Still, she remains deeply critical of the system she works in. “Ugandan sports is full of evil people — hypocrites and wannabees who think only of themselves. Fellow journalists would rather see their own drown than call out the tormentors who give them cheap handouts like tickets to away games.”
Her frustration is broader than her own scars. She accuses Fufa and the UPL board of lacking independence and vision.
“If the UPL was truly independent, clubs would die a little for their own set-up. But many chairmen are reluctant in fear of ‘above’.”
As for Uganda’s plans to co-host the 2027 Afcon, Fifi is not holding her breath.
“It’s 80 percent government input and will require honest individuals on those committees. Without that, there’ll be setbacks,” she said of this interview done in April 2024.
Fifi has dreams beyond the screen — “A lot I’d like to do for Ugandan sport,” she says — but admits the current environment is stifling. “I can resort to farming. As God leads the way.”

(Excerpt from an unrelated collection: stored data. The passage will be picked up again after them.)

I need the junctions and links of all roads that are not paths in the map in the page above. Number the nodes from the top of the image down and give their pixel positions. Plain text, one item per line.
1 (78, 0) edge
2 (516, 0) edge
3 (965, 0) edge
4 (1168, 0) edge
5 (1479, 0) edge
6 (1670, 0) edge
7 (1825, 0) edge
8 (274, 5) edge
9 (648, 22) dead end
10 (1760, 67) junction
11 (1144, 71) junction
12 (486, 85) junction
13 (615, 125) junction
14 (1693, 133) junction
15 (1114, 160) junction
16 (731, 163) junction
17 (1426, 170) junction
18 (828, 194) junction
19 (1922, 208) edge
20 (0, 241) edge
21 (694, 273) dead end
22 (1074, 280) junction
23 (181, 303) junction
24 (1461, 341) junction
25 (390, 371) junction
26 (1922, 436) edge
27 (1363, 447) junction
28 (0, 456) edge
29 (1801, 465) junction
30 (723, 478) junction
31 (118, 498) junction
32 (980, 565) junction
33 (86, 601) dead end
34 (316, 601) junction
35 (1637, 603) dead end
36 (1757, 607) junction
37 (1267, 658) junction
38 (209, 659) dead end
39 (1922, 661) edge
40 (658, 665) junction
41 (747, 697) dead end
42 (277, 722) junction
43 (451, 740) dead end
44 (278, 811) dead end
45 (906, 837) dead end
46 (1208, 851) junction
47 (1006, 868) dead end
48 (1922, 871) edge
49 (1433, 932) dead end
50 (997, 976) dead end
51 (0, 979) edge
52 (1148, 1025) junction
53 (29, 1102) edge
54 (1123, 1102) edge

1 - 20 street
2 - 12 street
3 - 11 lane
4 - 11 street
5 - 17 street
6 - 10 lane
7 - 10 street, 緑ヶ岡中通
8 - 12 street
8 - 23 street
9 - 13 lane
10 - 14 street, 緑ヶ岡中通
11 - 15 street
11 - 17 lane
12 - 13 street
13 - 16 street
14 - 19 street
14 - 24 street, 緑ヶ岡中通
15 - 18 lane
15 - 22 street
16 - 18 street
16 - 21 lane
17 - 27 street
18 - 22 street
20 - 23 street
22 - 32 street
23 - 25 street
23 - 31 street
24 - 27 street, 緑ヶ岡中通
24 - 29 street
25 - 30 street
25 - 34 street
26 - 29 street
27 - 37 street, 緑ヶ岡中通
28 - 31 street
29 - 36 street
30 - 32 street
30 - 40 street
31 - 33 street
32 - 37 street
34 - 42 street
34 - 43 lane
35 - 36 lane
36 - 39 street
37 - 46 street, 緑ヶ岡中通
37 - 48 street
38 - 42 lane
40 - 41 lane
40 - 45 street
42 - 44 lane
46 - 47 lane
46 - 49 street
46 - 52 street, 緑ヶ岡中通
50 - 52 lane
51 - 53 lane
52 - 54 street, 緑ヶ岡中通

She smiles often when she talks. But listen long enough and you hear the weariness underneath. The industry has tried to twist her into shapes that don’t fit. Instead, she has carved her own — red at heart, tough on air, and for many young girls watching from the wings, impossible to ignore.
But one thing is for sure, the Fifi who looks shy at first glance is a voice of 10 tough men in the studio - unafraid and undaunted.